Pharrell Williams, who frequently goes by just his first name, is the sort of pop star whom many people would like to view as a friend. Emerging from hip-hop, he makes charming recordings that suggest a deep appreciation of pop, soul and R&B music extending at least as far back as the 1960s. To hear Pharrell on his new album G I R L, you'd think his world consisted of grooving on catchy beats and flirting with women. It's a lightweight image that draws gravitas from his prolific work ethic and a shrewd deployment of those influences.
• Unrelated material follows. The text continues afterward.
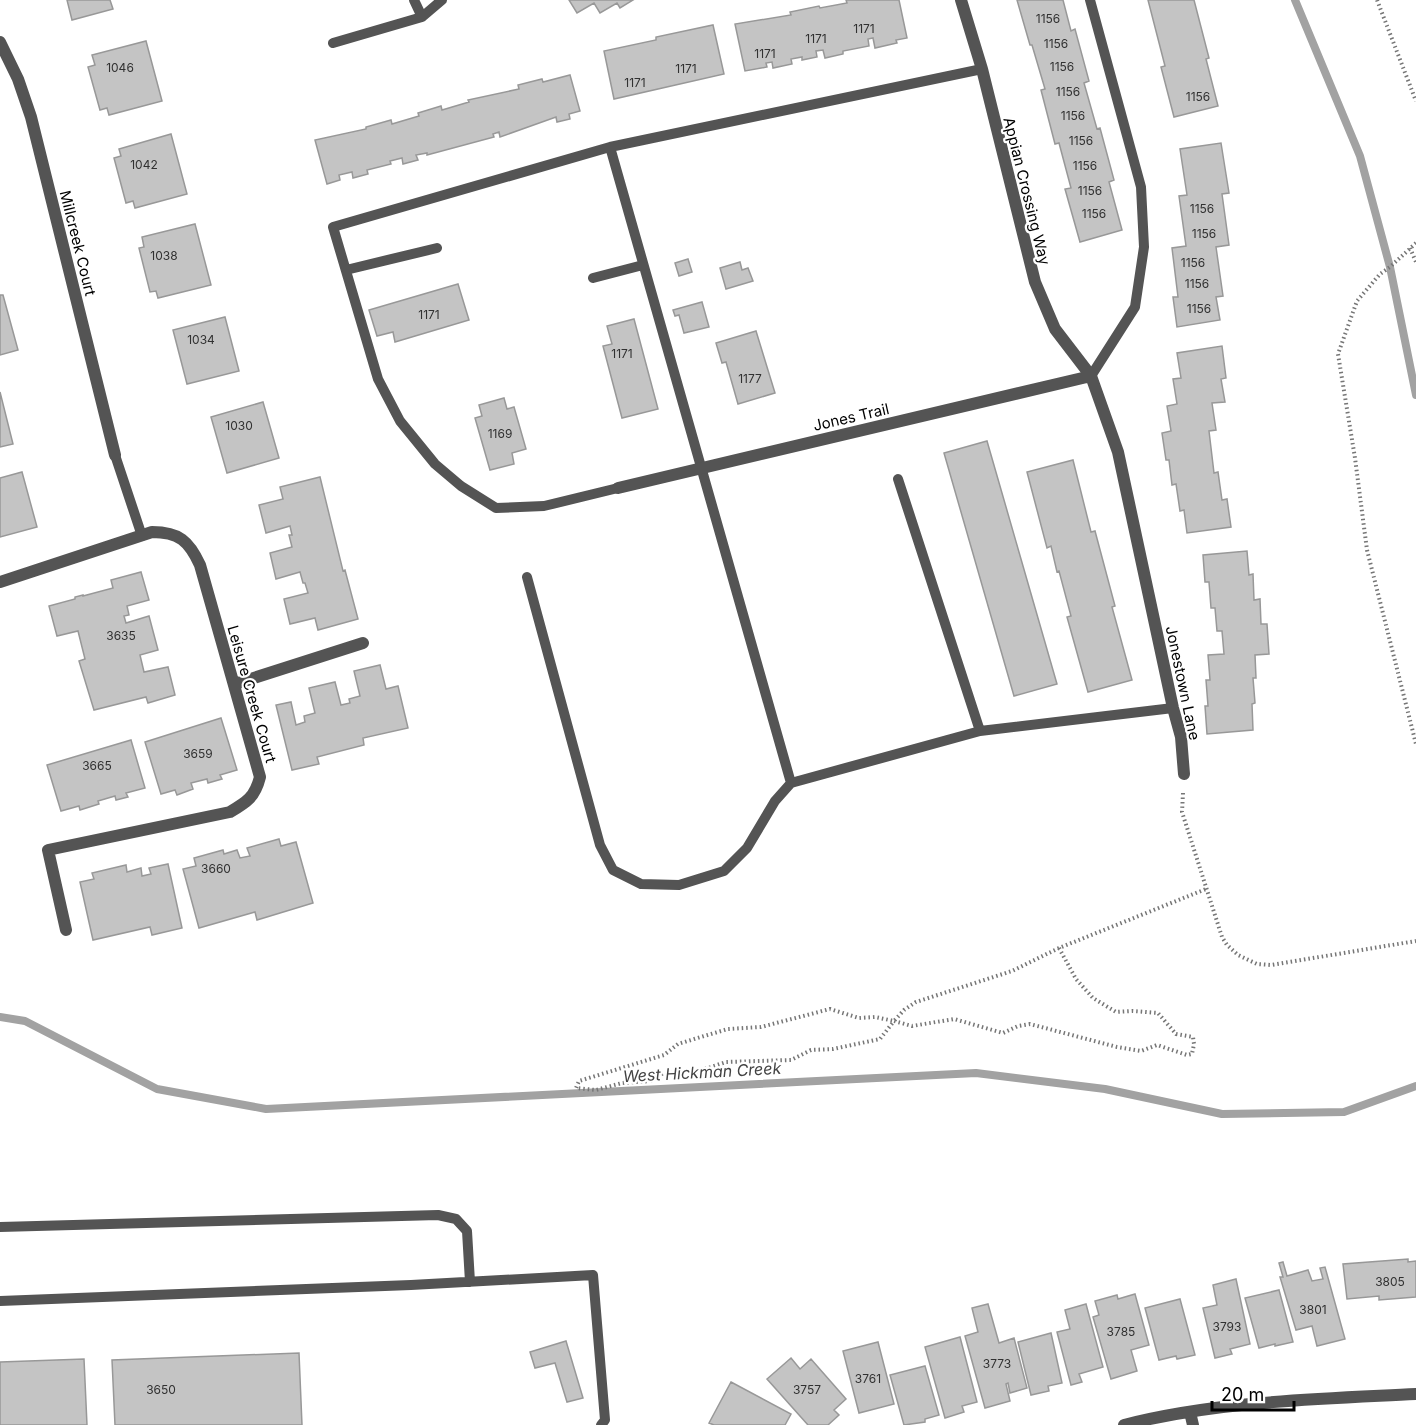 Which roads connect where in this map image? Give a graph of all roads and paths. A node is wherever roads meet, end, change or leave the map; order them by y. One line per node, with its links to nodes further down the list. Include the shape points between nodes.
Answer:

"Brand New" is a song that dares you to think of it as brand new, as opposed to a canny recasting of riffs reminiscent of the Jackson 5. Pharrell is so confident in his ability to beguile you as producer, songwriter and singer, he all but buries the major guest star on that track: Justin Timberlake. Even when Pharrell dares to come off as slightly predatory, as in "Hunter" — about tracking a woman — it's all done in the mildest manner possible. "Hunter" is also one of the high points of this album, with a rubber-band rhythm that stretches and snaps with witty elasticity. His high voice can remind you of Smokey Robinson and Marvin Gaye, as can a few of his musical hooks, but his tone is also pleasantly ghostly, wafting in and out of a melody with sinuousness that can be sly or sexy or serene.
Pharrell Williams began his career as half of a production duo called The Neptunes, providing material for acts as various as Nelly, Clipse and Jay Z. He was glancingly involved in a little pop scandal last year as a producer of (and video guest star in) "Blurred Lines," Robin Thicke's appropriation of Marvin Gaye. Pharrell can even confer fame upon inanimate objects: The Vivienne Westwood-designed hat he wore to the Grammy Awards achieved such fame, it was conscripted to help out again during the Oscars. In the new "Come Get It Bae" he says, "I can do anything you like," and it barely registers as boasting.
Pharrell has come in for some criticism recently as being merely a glossy pop hitmaker; for lacking edge. I find that this sort of critique is really code for his declining to revel in irony, sarcasm or a bleak view of the world. And that is, in turn, why I find Pharrell Williams — and particularly the Pharrell on display throughout G I R L — an exhilarating performer. His big hat can barely contain his radiant braininess.